▶ _How to complete this task_
Search the records for the string "coordinates", then copy each line that has it.
——
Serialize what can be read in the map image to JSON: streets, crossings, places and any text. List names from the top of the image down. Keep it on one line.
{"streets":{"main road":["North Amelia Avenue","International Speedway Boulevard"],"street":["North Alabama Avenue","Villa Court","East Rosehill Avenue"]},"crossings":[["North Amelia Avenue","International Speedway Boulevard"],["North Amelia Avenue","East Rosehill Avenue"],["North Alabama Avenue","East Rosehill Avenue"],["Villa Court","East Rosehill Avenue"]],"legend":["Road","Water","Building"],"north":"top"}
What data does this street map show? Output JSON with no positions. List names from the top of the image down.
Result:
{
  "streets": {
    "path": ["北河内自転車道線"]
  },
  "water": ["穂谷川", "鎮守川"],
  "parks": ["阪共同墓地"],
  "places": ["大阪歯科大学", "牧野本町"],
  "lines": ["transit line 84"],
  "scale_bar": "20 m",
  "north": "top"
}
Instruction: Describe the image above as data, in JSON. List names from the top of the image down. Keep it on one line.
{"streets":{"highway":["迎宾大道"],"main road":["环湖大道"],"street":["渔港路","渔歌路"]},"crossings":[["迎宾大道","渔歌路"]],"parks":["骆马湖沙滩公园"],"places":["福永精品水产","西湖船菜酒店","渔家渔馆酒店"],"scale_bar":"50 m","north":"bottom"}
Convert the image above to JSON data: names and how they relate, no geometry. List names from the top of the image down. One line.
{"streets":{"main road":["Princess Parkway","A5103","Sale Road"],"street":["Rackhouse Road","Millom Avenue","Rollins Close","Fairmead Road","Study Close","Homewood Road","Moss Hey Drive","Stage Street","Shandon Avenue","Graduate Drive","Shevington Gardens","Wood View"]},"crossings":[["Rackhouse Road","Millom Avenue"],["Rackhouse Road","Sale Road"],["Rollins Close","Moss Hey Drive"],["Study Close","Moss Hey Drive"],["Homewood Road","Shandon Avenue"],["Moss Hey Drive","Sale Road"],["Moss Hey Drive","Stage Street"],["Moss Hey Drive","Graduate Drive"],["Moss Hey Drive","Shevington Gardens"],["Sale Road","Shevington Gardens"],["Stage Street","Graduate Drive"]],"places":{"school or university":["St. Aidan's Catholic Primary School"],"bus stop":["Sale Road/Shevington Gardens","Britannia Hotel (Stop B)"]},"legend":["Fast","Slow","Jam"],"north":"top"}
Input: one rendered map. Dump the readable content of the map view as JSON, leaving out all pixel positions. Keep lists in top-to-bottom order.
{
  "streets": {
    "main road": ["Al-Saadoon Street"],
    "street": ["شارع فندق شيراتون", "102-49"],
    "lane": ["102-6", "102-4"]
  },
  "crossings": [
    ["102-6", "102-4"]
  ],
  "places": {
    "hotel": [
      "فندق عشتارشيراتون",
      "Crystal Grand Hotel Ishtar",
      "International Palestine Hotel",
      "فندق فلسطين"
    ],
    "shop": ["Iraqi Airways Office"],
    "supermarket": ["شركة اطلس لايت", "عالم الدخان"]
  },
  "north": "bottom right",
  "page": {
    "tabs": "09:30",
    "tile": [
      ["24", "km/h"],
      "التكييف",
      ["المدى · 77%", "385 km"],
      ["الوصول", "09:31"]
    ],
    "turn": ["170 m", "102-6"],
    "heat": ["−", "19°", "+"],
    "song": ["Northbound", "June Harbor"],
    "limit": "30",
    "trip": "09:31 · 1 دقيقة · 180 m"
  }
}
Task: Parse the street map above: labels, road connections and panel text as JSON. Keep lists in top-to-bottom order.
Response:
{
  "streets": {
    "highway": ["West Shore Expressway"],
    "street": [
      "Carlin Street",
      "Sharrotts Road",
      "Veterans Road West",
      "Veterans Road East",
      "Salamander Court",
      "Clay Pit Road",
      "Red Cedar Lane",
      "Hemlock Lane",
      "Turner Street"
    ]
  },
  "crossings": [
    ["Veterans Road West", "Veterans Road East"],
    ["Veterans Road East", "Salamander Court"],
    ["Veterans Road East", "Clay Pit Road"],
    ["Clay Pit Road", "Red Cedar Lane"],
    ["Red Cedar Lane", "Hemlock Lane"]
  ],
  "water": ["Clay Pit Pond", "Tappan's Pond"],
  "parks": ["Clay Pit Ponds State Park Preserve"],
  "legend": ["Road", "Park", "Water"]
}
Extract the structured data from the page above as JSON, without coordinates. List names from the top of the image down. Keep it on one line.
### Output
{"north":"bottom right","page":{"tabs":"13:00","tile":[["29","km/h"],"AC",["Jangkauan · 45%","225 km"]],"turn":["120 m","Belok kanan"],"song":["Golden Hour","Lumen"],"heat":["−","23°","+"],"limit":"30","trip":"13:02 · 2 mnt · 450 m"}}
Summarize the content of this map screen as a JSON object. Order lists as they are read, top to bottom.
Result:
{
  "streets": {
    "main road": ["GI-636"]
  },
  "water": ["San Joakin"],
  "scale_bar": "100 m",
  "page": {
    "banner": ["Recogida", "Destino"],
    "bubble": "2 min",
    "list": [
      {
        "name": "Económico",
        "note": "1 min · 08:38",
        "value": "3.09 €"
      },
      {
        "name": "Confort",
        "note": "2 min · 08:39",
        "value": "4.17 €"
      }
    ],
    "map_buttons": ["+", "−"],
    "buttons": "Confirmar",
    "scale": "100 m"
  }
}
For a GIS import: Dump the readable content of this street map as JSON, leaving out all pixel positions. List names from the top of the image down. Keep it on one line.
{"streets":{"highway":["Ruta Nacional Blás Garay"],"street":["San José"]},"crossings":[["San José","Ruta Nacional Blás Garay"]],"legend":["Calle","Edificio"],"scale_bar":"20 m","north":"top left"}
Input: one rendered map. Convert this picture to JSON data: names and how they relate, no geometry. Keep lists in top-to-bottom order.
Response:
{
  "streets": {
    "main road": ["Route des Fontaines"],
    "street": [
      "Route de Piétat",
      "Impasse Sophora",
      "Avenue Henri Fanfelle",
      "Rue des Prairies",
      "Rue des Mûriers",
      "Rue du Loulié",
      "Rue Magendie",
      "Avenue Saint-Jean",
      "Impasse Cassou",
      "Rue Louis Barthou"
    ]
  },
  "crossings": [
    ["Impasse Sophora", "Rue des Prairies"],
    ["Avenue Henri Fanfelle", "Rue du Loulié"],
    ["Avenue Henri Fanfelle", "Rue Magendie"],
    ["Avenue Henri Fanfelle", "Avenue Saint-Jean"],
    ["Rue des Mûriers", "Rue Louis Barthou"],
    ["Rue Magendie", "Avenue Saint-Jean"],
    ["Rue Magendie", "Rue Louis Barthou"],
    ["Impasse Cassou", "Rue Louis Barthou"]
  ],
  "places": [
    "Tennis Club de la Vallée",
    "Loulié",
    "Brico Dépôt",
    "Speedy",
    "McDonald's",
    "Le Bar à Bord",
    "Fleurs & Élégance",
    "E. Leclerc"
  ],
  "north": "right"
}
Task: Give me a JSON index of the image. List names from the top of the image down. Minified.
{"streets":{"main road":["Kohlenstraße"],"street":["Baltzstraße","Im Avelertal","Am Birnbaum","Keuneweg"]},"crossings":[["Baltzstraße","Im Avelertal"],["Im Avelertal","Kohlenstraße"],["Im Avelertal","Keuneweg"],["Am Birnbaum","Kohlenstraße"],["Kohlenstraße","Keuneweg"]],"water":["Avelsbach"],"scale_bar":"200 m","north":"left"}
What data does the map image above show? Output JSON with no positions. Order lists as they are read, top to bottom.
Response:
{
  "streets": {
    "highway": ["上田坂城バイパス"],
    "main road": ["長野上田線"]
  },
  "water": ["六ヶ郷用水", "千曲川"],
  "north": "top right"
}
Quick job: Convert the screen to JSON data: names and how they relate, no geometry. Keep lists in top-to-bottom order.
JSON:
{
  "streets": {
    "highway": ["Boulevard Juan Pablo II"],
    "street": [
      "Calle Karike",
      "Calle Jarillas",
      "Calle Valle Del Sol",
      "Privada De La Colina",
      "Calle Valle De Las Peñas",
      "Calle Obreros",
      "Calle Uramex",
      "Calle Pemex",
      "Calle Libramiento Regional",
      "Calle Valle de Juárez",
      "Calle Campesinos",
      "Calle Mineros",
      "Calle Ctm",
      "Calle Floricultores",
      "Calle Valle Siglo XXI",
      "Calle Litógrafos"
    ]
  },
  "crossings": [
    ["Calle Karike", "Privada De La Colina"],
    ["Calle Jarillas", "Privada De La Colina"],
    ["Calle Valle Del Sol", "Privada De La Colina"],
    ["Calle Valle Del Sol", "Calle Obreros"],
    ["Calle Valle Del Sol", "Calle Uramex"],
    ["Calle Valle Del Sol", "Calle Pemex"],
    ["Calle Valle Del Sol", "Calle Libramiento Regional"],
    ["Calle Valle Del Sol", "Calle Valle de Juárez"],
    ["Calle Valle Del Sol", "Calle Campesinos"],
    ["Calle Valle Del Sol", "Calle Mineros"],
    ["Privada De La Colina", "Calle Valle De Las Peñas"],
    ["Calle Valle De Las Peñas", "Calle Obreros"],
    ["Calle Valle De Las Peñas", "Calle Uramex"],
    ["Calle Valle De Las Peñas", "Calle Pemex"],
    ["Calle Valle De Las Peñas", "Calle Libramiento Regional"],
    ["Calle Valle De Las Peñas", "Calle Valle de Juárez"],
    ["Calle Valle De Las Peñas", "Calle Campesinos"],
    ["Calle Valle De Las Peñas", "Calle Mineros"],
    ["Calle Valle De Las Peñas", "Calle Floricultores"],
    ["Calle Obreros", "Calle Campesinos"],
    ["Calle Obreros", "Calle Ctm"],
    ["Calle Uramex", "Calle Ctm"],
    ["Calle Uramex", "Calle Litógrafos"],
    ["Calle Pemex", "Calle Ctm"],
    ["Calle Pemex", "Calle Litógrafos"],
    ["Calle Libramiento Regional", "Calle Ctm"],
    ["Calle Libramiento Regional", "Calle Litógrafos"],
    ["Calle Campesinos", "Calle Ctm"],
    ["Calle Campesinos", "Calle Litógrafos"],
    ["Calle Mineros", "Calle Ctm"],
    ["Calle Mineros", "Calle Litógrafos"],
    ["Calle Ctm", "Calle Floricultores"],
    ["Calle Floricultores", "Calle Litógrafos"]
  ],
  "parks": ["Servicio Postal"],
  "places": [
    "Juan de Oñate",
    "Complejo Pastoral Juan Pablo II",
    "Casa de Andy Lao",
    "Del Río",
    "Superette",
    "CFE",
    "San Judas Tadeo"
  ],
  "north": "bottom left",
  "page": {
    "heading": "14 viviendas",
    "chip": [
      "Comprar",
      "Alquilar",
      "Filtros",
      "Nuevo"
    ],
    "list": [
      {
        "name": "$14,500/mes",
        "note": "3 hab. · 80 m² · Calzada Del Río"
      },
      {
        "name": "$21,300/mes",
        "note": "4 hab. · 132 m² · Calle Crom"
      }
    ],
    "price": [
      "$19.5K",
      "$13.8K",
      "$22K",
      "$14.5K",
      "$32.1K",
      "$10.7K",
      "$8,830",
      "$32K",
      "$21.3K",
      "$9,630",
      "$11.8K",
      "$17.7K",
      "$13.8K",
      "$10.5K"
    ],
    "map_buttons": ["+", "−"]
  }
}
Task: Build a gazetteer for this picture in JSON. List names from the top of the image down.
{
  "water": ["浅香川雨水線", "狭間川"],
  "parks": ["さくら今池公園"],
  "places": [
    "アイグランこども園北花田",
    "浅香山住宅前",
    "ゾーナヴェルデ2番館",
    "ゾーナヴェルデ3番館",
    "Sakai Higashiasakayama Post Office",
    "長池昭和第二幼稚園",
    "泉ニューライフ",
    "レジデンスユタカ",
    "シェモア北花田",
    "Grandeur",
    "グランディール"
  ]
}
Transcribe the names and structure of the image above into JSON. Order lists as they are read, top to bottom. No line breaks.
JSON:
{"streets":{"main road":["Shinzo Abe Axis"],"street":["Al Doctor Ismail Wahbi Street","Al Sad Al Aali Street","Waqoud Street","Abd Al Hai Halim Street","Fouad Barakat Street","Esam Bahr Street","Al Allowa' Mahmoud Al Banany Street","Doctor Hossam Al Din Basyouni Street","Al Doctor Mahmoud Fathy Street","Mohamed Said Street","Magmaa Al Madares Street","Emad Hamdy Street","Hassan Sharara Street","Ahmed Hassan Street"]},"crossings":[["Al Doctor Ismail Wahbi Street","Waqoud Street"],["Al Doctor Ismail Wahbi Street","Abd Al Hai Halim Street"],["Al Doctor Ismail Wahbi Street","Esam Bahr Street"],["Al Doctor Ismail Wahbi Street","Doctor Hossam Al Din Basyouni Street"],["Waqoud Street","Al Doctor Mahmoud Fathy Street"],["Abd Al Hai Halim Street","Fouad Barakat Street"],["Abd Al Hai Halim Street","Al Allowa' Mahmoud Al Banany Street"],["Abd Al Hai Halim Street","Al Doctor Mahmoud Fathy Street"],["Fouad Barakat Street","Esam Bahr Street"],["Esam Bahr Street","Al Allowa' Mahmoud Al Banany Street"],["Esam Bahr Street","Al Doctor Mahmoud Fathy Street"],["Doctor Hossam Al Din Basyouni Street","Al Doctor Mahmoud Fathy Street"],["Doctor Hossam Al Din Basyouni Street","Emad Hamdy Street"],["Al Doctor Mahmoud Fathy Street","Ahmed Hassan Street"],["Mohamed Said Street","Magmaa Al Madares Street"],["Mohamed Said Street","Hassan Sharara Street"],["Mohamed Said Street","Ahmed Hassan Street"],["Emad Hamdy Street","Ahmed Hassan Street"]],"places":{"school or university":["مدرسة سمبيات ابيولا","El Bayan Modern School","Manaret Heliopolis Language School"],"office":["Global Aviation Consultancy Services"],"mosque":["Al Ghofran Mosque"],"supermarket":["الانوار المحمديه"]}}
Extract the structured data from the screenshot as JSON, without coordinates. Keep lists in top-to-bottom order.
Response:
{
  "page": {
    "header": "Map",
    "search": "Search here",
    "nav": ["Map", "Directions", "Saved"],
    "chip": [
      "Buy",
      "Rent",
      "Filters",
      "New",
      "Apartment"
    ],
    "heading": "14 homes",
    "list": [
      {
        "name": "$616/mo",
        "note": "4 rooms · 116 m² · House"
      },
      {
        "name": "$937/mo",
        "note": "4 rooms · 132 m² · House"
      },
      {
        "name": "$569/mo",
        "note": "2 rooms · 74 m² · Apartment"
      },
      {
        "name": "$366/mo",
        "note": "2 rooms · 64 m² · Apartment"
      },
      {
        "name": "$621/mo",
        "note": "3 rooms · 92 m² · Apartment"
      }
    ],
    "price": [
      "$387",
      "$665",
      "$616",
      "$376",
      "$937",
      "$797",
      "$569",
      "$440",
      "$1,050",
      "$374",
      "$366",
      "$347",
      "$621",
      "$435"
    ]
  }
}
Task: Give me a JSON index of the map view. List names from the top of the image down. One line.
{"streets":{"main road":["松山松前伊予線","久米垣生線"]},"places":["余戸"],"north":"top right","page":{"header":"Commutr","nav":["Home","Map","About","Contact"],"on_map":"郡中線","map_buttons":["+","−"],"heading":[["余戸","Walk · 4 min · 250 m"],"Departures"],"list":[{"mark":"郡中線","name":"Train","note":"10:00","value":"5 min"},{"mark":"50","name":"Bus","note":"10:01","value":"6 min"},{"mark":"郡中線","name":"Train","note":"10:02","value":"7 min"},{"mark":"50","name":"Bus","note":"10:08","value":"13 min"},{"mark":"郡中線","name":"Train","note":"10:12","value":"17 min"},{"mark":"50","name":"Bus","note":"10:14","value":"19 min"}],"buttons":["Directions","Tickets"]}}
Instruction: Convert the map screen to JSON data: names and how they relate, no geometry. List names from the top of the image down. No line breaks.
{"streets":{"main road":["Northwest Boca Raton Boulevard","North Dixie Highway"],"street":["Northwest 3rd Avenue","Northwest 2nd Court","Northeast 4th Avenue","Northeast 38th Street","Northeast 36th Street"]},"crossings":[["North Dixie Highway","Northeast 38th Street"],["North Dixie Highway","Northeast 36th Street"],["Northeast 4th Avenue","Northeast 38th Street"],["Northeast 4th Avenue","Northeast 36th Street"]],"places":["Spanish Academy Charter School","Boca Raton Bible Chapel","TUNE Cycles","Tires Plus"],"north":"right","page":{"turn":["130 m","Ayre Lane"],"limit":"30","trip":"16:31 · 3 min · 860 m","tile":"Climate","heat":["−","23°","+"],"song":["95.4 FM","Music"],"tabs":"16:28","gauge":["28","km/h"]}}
——
▶ _Solution to this exercise_
Extract the structured data from the page above as JSON, without coordinates. List names from the top of the image down. Keep it on one line.
Extract the structured data from the screenshot as JSON, without coordinates. Keep lists in top-to-bottom order.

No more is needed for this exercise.